Глава 39. 15 ДЕКАБРЯ

   Жильбер не встретил со стороны Фрица никаких препятствий и вошел к Бальзамо.
   Граф отдыхал на софе, как и подобало богатому бездельнику, утомленному тем, что он проспал всю ночь напролет. Так, во всяком случае, подумал Жильбер, увидев, что он лежит в такое время.
   Несомненно, камердинеру было приказано впустить Жильбера, как только он явится, потому что юноше не пришлось называть свое имя, даже просто раскрыть рот.
   Когда он вошел в гостиную, Бальзамо приподнялся на локте и захлопнул книгу, которую он держал в руках, но не читал.
   — Ого! — молвил он. — Вот и наш жених! Жильбер промолчал.
   — Отлично! — насмешливо продолжал граф. — Ты счастлив и признателен Очень хорошо! Ты пришел поблагодарить меня… Ну, это лишнее! Оставь это на тот случай, Жильбер, когда тебе опять что-нибудь понадобится. Благодарность — расхожая монета, которая удовлетворяет многих, если сопровождается улыбкой. Иди, дружок, иди.
   В словах Бальзамо, в его тоне было нечто невыносимое, омерзительно-слащавое, поразившее Жильбера: ему почудился в них упрек, и в то же время ему показалось, что его тайна разгадана.
   — Нет, ваше сиятельство, вы ошибаетесь, я вовсе не собираюсь жениться.
   — Вот как? — молвил граф. — Что же ты собираешься делать?.. Что с тобой случилось?
   — Случилось так, что меня выставили за дверь, — отвечал Жильбер.
   Граф повернулся к нему лицом.
   — Должно быть, ты не так взялся за дело, дорогой мой.
   — Да нет, ваше сиятельство, во всяком случае, я этого не думаю.

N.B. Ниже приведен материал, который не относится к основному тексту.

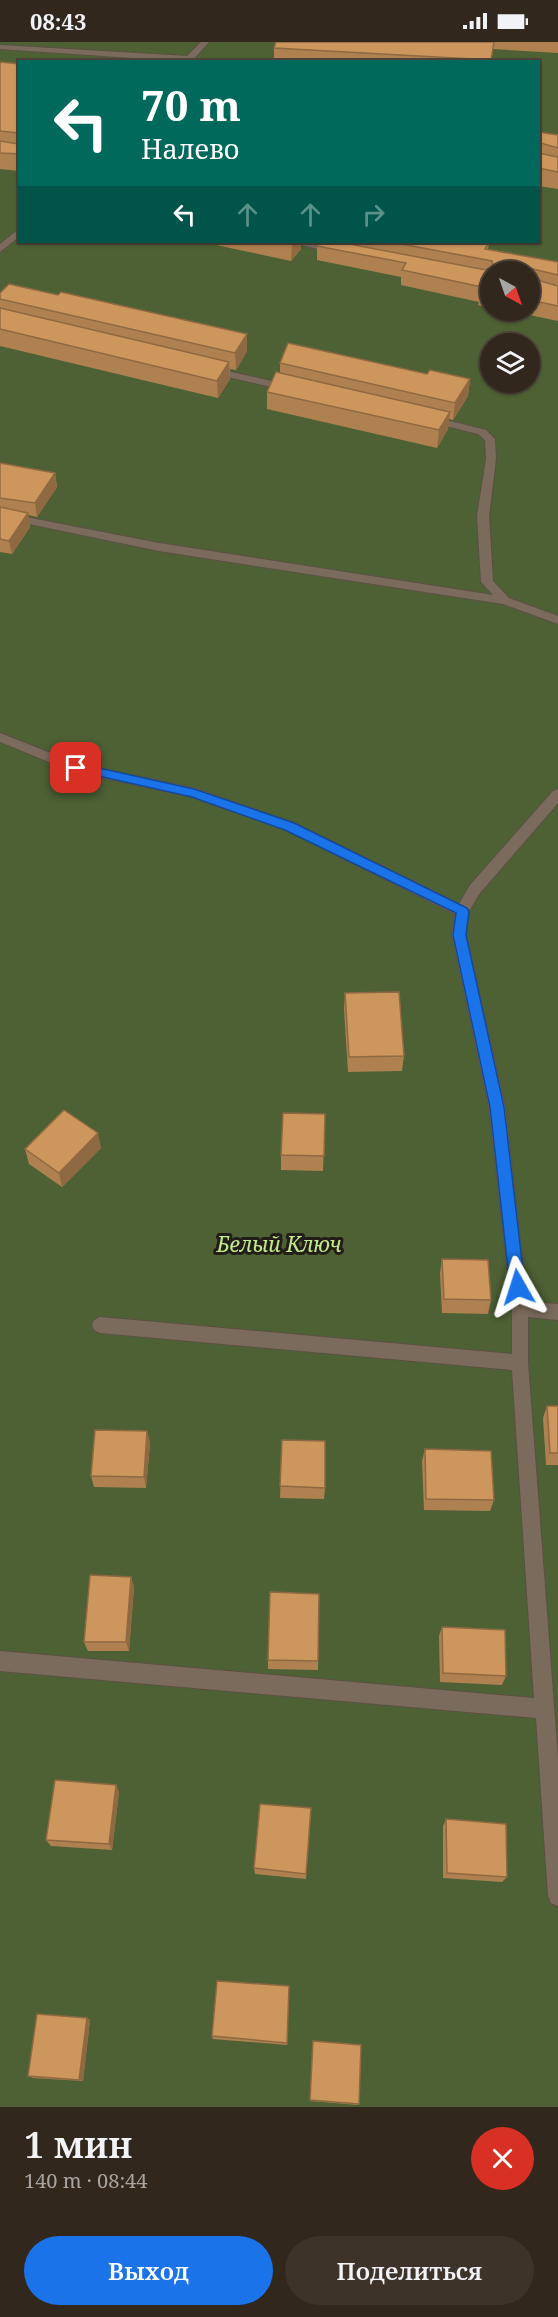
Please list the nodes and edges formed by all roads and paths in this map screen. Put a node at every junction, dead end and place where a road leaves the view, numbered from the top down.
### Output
1 (205, 42) edge
2 (0, 47) edge
3 (187, 60) edge
4 (18, 233) edge
5 (297, 243) edge
6 (0, 249) edge
7 (349, 253) edge
8 (202, 368) edge
9 (295, 389) edge
10 (424, 418) edge
11 (0, 515) edge
12 (505, 601) junction
13 (558, 620) edge
14 (0, 737) edge
15 (558, 794) edge
16 (462, 911) junction
17 (520, 1310) junction
18 (558, 1312) edge
19 (100, 1325) dead end
20 (520, 1363) junction
21 (0, 1661) edge
22 (544, 1709) junction
23 (558, 1896) edge

1 - 3 lane
2 - 3 lane
4 - 6 lane
5 - 7 lane
8 - 9 lane
10 - 12 lane
11 - 12 lane
12 - 13 lane
14 - 16 lane
15 - 16 lane
16 - 17 lane
17 - 18 lane
17 - 20 lane
19 - 20 lane
20 - 22 lane
21 - 22 lane
22 - 23 lane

   — Кто же тебя выставил?
   — Мадмуазель.
   — Это естественно. Отчего ты не поговорил с отцом?
   — Судьба была ко мне неблагосклонна.
   — Так ты фаталист?
   — Я для этого недостаточно богат. Граф нахмурился и с любопытством взглянул на Жильбера.
   — Не говори о вещах, в которых ты не разбираешься. У взрослых людей это бывает от глупости, у юнцов — от заносчивости. Тебе позволительно быть гордым, но глупым — нет. Скажи ты, что недостаточно богат, чтобы быть дураком, — это я способен понять. Итак, подведем итоги: что ты сделал?
   — Пожалуйста. Я уподобился поэтам и размечтался, вместо того, чтобы действовать. Мне захотелось прогуляться по тем же дорожкам, где я когда-то с наслаждением мечтал о любви… И вдруг действительность предстала предо мною, когда я был к этому не готов: действительность убила меня на месте.
   — Не так уж плохо, Жильбер. Человек в твоем положении напоминает дозорного на войне. Такие люди должны быть всегда настороже: в правой руке — мушкет, в левой — потайной фонарик.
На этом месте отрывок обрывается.